L’Escrevice ayant voulu remonstrer à sa fille, quelle n’allast point à reculons : « Ma mere », luy respondit-elle, « monstre moy le chemin, et je te suivray ».

Discours sur la huictante-septiesme Fable.

Comment peuvent esperer les Peres de corriger utilement leurs Enfans d’un peché où ils sont eux-mesmes sujets ? Quelle apparence y a-t’il qu’ils leur fassent prendre le bon chemin, s’ils ne les y mettent par leur exemple ? N’est-ce pas une espece de brutalité, ou de folie, de croire que leurs conseils seront authorisez par la Jeunesse, pendant qu’elle leur verra faire autrement, et qu’ils fuyront la praticque de leurs remonstrances, comme si c’étoit quelque mortelle action ? Certes, il n’y a rien de si éloquent que le bon exemple.
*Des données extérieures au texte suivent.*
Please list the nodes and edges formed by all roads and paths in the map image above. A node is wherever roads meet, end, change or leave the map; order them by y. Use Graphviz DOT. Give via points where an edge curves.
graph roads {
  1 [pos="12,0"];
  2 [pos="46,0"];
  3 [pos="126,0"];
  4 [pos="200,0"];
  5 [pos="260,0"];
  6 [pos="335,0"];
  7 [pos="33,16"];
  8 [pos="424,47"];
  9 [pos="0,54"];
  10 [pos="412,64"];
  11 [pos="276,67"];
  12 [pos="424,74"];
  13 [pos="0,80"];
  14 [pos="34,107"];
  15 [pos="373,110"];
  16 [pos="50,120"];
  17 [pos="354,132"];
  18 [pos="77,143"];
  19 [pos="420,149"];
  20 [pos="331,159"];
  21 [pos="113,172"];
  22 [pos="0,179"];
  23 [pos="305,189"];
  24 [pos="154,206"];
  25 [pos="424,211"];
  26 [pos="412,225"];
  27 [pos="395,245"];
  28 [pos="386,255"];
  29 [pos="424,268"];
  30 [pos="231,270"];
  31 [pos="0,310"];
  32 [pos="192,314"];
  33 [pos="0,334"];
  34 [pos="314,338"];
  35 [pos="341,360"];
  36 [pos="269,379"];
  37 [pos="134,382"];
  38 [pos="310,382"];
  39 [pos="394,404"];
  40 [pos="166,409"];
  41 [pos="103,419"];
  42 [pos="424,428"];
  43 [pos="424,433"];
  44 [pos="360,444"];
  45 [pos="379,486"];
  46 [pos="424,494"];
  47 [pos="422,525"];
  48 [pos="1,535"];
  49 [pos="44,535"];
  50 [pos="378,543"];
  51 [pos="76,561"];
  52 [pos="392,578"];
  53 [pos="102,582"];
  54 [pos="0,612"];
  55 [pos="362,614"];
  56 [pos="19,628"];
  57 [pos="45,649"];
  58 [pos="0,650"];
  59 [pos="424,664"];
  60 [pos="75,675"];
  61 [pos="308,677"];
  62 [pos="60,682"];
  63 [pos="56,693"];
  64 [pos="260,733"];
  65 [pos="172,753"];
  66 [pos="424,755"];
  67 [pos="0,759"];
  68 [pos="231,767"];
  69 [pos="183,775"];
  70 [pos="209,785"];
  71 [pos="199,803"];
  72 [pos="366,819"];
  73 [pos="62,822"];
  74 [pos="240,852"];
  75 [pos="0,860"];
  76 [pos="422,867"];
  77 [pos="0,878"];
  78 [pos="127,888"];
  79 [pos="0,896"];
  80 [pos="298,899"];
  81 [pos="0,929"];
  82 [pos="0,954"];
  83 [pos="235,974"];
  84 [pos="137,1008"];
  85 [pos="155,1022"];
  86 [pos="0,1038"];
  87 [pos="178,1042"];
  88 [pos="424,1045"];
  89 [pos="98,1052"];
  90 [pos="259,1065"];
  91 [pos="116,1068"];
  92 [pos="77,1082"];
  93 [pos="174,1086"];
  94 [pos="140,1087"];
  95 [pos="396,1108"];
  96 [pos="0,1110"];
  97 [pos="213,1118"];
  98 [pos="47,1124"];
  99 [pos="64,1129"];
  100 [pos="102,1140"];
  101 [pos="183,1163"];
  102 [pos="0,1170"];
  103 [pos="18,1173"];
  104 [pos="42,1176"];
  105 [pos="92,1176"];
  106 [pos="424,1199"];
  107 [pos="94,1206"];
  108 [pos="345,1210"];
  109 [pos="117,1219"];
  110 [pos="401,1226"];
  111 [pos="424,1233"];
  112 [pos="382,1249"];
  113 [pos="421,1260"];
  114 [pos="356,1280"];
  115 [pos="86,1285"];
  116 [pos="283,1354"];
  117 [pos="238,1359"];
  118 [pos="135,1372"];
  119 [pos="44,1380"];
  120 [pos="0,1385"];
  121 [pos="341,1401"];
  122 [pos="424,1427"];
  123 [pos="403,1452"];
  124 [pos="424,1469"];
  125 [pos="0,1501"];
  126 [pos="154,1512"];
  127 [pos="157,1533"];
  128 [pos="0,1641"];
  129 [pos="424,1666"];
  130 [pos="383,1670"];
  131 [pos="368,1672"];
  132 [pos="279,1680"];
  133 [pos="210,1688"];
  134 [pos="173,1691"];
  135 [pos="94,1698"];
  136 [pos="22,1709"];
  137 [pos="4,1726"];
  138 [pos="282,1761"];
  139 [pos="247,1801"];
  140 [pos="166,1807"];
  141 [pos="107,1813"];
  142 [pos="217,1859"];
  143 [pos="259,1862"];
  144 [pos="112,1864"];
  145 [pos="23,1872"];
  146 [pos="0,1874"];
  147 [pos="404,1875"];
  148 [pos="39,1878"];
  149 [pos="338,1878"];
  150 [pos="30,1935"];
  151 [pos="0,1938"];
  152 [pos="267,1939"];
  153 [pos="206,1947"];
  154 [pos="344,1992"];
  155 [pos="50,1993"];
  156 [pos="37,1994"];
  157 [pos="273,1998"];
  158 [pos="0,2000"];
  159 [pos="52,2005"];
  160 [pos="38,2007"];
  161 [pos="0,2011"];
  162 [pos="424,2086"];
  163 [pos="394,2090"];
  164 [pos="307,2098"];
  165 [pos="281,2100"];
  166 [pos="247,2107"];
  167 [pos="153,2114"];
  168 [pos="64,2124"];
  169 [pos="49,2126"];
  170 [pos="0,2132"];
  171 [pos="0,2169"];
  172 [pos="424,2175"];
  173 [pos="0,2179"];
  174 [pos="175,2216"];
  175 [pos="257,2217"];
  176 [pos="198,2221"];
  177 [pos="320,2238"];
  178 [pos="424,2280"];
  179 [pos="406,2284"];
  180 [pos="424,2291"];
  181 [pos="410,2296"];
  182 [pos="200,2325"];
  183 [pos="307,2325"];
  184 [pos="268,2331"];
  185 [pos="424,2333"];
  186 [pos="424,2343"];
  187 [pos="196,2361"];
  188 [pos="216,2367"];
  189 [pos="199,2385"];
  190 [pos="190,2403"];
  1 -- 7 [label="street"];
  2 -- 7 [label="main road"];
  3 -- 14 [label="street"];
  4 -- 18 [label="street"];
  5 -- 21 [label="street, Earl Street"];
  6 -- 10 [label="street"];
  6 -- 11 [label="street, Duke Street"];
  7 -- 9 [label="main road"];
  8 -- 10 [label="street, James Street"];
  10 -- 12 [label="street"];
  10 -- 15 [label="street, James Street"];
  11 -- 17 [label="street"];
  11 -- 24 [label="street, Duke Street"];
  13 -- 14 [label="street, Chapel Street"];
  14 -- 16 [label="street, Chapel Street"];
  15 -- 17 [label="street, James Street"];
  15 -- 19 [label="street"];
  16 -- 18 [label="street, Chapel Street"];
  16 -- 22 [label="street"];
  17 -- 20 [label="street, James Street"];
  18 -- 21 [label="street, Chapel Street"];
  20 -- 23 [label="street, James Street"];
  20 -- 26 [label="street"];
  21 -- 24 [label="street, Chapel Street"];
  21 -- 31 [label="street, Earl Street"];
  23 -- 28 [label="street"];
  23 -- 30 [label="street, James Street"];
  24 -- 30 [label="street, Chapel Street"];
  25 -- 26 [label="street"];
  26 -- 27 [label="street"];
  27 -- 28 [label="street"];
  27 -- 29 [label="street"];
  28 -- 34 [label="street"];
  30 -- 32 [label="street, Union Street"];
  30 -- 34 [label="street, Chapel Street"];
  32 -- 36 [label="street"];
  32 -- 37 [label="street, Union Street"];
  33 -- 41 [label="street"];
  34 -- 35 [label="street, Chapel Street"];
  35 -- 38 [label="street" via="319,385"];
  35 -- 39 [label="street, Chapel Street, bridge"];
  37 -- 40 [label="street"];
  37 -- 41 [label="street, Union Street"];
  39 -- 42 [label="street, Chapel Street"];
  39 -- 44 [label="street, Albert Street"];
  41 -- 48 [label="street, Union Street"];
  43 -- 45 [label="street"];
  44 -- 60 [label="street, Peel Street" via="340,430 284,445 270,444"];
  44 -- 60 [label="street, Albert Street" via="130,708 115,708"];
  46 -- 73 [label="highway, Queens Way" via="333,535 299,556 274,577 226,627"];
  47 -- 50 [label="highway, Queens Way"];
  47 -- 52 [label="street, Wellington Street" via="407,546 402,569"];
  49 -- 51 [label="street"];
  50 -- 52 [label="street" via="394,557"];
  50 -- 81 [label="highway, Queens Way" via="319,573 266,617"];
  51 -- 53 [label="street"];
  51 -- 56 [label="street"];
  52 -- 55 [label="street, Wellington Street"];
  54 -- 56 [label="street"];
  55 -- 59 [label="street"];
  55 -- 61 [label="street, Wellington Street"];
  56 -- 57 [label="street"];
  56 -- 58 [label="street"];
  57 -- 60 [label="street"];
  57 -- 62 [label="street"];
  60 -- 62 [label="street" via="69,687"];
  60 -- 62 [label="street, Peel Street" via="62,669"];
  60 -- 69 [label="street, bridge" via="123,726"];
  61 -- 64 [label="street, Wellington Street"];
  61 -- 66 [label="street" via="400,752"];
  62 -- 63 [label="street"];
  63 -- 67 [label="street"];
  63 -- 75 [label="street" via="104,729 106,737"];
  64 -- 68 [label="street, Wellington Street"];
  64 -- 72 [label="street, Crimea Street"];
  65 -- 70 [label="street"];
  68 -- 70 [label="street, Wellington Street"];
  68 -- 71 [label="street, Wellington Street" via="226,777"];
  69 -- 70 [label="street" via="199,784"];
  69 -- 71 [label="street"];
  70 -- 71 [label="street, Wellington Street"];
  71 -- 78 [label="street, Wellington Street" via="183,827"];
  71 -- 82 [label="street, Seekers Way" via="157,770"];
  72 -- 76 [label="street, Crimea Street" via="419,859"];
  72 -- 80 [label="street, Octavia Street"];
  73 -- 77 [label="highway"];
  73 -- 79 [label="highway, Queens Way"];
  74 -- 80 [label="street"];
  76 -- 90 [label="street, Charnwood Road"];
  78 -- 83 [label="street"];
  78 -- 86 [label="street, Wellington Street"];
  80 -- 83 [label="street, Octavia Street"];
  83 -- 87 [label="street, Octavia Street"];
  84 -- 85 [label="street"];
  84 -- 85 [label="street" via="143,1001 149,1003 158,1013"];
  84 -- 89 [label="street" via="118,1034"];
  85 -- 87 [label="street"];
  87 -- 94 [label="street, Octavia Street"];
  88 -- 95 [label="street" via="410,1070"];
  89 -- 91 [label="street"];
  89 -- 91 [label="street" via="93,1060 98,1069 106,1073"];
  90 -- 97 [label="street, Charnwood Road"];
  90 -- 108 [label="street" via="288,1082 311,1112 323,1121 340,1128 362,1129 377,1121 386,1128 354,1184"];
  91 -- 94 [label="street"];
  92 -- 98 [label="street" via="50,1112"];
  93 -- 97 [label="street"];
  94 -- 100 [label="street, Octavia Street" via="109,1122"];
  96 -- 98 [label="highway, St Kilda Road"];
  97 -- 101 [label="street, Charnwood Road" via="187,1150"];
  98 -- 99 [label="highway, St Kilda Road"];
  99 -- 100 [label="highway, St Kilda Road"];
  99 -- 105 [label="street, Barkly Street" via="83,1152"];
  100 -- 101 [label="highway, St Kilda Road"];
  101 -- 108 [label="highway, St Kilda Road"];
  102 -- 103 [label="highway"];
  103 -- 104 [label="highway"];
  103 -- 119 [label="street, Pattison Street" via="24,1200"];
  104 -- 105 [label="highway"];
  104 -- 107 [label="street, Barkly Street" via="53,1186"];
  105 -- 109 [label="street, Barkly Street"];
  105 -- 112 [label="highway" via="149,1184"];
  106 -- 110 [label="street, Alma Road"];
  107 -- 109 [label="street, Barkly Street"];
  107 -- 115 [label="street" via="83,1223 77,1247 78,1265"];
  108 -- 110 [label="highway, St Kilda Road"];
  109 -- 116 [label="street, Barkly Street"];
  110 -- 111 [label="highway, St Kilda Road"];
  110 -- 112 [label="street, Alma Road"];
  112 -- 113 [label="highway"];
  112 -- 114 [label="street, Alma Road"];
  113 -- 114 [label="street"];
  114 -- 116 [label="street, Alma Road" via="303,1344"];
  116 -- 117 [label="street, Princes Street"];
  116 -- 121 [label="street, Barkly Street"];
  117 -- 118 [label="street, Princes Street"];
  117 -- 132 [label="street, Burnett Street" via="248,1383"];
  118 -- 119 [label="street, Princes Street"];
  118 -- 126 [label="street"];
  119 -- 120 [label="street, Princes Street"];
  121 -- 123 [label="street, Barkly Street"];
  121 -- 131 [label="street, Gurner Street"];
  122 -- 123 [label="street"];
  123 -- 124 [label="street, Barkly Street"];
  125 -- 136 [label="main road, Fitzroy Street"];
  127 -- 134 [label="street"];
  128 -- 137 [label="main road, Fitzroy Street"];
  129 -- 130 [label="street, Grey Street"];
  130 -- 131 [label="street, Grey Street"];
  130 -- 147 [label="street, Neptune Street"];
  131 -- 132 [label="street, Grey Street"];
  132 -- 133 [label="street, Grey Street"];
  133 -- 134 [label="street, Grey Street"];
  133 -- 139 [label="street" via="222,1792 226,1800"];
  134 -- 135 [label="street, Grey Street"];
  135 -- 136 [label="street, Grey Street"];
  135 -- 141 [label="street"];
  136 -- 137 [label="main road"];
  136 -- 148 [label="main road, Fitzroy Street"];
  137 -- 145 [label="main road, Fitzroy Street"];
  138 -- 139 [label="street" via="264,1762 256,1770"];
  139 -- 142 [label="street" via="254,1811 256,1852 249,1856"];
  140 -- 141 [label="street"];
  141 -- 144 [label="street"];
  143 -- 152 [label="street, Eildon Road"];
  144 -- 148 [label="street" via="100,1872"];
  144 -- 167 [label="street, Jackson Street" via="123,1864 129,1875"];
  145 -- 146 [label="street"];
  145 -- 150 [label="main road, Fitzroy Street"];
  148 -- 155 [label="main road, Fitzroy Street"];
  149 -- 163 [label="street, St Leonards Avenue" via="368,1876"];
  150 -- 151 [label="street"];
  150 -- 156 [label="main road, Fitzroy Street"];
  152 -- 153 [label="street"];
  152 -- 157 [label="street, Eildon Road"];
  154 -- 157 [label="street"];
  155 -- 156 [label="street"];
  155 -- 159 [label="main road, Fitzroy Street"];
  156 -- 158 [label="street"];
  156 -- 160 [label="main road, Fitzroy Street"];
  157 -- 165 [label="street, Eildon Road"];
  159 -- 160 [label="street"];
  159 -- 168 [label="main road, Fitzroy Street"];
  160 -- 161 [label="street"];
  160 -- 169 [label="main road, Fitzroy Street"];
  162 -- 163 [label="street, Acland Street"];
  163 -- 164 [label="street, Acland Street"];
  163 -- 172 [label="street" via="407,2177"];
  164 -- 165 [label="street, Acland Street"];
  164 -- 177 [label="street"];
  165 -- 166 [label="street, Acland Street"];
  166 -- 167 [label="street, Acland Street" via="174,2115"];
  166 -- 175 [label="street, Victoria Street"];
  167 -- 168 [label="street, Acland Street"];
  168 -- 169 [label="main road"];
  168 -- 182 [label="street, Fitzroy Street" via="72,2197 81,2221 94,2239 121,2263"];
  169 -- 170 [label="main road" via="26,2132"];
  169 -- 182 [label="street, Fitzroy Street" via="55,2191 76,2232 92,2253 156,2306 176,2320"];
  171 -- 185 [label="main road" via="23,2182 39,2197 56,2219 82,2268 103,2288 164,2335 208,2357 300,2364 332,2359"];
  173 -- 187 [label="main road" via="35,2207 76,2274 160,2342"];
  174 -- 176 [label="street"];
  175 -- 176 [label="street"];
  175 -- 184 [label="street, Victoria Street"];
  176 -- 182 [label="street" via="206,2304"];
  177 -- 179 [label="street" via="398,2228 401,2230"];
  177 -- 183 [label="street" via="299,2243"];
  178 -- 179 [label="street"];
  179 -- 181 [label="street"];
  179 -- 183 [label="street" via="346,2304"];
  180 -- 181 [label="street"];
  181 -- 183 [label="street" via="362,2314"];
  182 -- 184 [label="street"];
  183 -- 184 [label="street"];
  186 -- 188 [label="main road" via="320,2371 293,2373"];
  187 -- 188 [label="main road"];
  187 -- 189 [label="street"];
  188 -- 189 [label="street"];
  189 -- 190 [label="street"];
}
Les belles paroles de Ciceron, les subtils passages de Seneque : les hautes conceptions de Platon : la grace majestueuse de Plutarque ; et pour le dire en un mot, toutes les persuasions des Anciens et des Modernes, ne sont pas si capables de toucher un cœur envenimé, que l’object d’une vie vertueuse. Les raisons theoriques cedent en force aux experimentales : l’on ne sçauroit tant donner de foy aux paroles, qu’à la chose mesme. La presence d’un homme de bien a je ne sçay quelle force sur les volontez, qui ne leur permet pas de se dégager aisément de ses conseils, et fait passer des charmes inévitables jusqu’au profond de l’ame de ceux qui l’écoutent. Ce n’est pas servir de guide, que de parler tant seulement ; Il faut prendre par la main celuy qu’on veut addresser, et le conduire, en marchant devant, dans le chemin de la probité. Car il est si penible en ses commencements, qu’un homme tout seul en peut estre diverty facilement. Que si toutes ces veritez se rencontrent en la personne des Amis qui essayent à nous exhorter ; à plus forte raison se trouveront-elles en la remonstrance d’un Pere à son fils. Car comme l’intention de la Nature est, que le semblable produise son semblable ; aussi a-t’elle imprimé certains desirs d’imitation du fils envers le Pere, qui le rend docile, et susceptible de tout ce qu’il luy void faire. Ce que nous font remarquer visiblement les paroles mesme, l’accent, les reparties, et les actions exterieures de la personne : d’où il est aisé d’inferer, que les mœurs ont aussi de la ressemblance. Cela estant, et le Pere et la Mere sont doublement coûpables, quand ils donnent un mauvais exemple à leurs Enfans, pource qu’ils jettent alors les fondements de leur future ruyne, et pervertissent leur innocence en leurs plus tendres années, ce qui est une chose du tout barbare et dénaturée.